## Requirement
Write out all the data again, exactly as it stands.

-------- Data provided

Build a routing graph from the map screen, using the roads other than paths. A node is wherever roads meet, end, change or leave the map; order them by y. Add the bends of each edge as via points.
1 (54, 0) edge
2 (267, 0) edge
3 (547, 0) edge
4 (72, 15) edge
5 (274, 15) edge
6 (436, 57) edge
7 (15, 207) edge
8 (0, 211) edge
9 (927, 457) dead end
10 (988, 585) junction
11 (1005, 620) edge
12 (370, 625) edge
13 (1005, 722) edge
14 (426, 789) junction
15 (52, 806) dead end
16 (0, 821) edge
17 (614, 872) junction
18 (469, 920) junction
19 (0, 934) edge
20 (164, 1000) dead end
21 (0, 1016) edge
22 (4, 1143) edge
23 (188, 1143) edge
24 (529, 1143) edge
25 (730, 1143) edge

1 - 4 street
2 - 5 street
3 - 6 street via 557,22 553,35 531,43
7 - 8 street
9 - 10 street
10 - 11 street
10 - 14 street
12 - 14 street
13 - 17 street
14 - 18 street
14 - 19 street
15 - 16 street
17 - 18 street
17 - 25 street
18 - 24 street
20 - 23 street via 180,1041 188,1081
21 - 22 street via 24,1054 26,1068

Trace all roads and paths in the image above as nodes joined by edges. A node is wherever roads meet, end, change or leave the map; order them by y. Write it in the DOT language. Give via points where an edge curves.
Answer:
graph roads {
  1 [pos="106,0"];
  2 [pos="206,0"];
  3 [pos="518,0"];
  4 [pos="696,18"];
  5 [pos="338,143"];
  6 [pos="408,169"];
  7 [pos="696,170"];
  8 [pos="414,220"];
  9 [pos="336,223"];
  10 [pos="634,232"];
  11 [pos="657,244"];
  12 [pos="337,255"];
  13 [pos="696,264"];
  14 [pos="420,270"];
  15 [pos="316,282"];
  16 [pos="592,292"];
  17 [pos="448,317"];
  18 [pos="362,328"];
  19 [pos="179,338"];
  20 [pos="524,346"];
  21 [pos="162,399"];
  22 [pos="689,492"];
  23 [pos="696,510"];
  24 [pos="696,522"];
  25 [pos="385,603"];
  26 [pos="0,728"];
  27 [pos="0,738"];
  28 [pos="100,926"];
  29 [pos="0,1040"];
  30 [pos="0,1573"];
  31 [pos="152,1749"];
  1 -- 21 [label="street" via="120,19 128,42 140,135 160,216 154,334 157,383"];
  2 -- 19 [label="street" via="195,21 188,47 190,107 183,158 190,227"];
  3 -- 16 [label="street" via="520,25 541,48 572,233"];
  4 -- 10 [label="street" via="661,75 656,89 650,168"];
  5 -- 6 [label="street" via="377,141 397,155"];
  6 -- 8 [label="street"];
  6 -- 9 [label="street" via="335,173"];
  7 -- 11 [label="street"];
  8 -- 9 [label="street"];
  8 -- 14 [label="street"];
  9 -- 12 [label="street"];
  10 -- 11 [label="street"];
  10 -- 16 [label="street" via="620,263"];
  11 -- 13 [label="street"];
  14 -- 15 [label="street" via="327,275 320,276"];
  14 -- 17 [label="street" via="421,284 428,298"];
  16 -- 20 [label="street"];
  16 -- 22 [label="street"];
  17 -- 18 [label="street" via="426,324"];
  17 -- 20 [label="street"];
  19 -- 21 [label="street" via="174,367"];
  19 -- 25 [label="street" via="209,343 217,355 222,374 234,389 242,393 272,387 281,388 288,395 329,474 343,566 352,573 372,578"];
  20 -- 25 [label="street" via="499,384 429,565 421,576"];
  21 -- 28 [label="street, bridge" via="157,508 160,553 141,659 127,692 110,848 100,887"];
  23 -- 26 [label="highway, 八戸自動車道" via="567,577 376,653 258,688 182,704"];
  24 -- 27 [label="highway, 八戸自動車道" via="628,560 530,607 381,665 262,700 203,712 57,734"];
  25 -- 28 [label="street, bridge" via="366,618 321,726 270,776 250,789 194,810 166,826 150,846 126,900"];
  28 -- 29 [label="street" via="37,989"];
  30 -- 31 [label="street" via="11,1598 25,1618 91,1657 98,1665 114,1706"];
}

----------------

## Answer to the exercise
Build a routing graph from the map screen, using the roads other than paths. A node is wherever roads meet, end, change or leave the map; order them by y. Add the bends of each edge as via points.
1 (54, 0) edge
2 (267, 0) edge
3 (547, 0) edge
4 (72, 15) edge
5 (274, 15) edge
6 (436, 57) edge
7 (15, 207) edge
8 (0, 211) edge
9 (927, 457) dead end
10 (988, 585) junction
11 (1005, 620) edge
12 (370, 625) edge
13 (1005, 722) edge
14 (426, 789) junction
15 (52, 806) dead end
16 (0, 821) edge
17 (614, 872) junction
18 (469, 920) junction
19 (0, 934) edge
20 (164, 1000) dead end
21 (0, 1016) edge
22 (4, 1143) edge
23 (188, 1143) edge
24 (529, 1143) edge
25 (730, 1143) edge

1 - 4 street
2 - 5 street
3 - 6 street via 557,22 553,35 531,43
7 - 8 street
9 - 10 street
10 - 11 street
10 - 14 street
12 - 14 street
13 - 17 street
14 - 18 street
14 - 19 street
15 - 16 street
17 - 18 street
17 - 25 street
18 - 24 street
20 - 23 street via 180,1041 188,1081
21 - 22 street via 24,1054 26,1068

Trace all roads and paths in the image above as nodes joined by edges. A node is wherever roads meet, end, change or leave the map; order them by y. Write it in the DOT language. Give via points where an edge curves.
Answer:
graph roads {
  1 [pos="106,0"];
  2 [pos="206,0"];
  3 [pos="518,0"];
  4 [pos="696,18"];
  5 [pos="338,143"];
  6 [pos="408,169"];
  7 [pos="696,170"];
  8 [pos="414,220"];
  9 [pos="336,223"];
  10 [pos="634,232"];
  11 [pos="657,244"];
  12 [pos="337,255"];
  13 [pos="696,264"];
  14 [pos="420,270"];
  15 [pos="316,282"];
  16 [pos="592,292"];
  17 [pos="448,317"];
  18 [pos="362,328"];
  19 [pos="179,338"];
  20 [pos="524,346"];
  21 [pos="162,399"];
  22 [pos="689,492"];
  23 [pos="696,510"];
  24 [pos="696,522"];
  25 [pos="385,603"];
  26 [pos="0,728"];
  27 [pos="0,738"];
  28 [pos="100,926"];
  29 [pos="0,1040"];
  30 [pos="0,1573"];
  31 [pos="152,1749"];
  1 -- 21 [label="street" via="120,19 128,42 140,135 160,216 154,334 157,383"];
  2 -- 19 [label="street" via="195,21 188,47 190,107 183,158 190,227"];
  3 -- 16 [label="street" via="520,25 541,48 572,233"];
  4 -- 10 [label="street" via="661,75 656,89 650,168"];
  5 -- 6 [label="street" via="377,141 397,155"];
  6 -- 8 [label="street"];
  6 -- 9 [label="street" via="335,173"];
  7 -- 11 [label="street"];
  8 -- 9 [label="street"];
  8 -- 14 [label="street"];
  9 -- 12 [label="street"];
  10 -- 11 [label="street"];
  10 -- 16 [label="street" via="620,263"];
  11 -- 13 [label="street"];
  14 -- 15 [label="street" via="327,275 320,276"];
  14 -- 17 [label="street" via="421,284 428,298"];
  16 -- 20 [label="street"];
  16 -- 22 [label="street"];
  17 -- 18 [label="street" via="426,324"];
  17 -- 20 [label="street"];
  19 -- 21 [label="street" via="174,367"];
  19 -- 25 [label="street" via="209,343 217,355 222,374 234,389 242,393 272,387 281,388 288,395 329,474 343,566 352,573 372,578"];
  20 -- 25 [label="street" via="499,384 429,565 421,576"];
  21 -- 28 [label="street, bridge" via="157,508 160,553 141,659 127,692 110,848 100,887"];
  23 -- 26 [label="highway, 八戸自動車道" via="567,577 376,653 258,688 182,704"];
  24 -- 27 [label="highway, 八戸自動車道" via="628,560 530,607 381,665 262,700 203,712 57,734"];
  25 -- 28 [label="street, bridge" via="366,618 321,726 270,776 250,789 194,810 166,826 150,846 126,900"];
  28 -- 29 [label="street" via="37,989"];
  30 -- 31 [label="street" via="11,1598 25,1618 91,1657 98,1665 114,1706"];
}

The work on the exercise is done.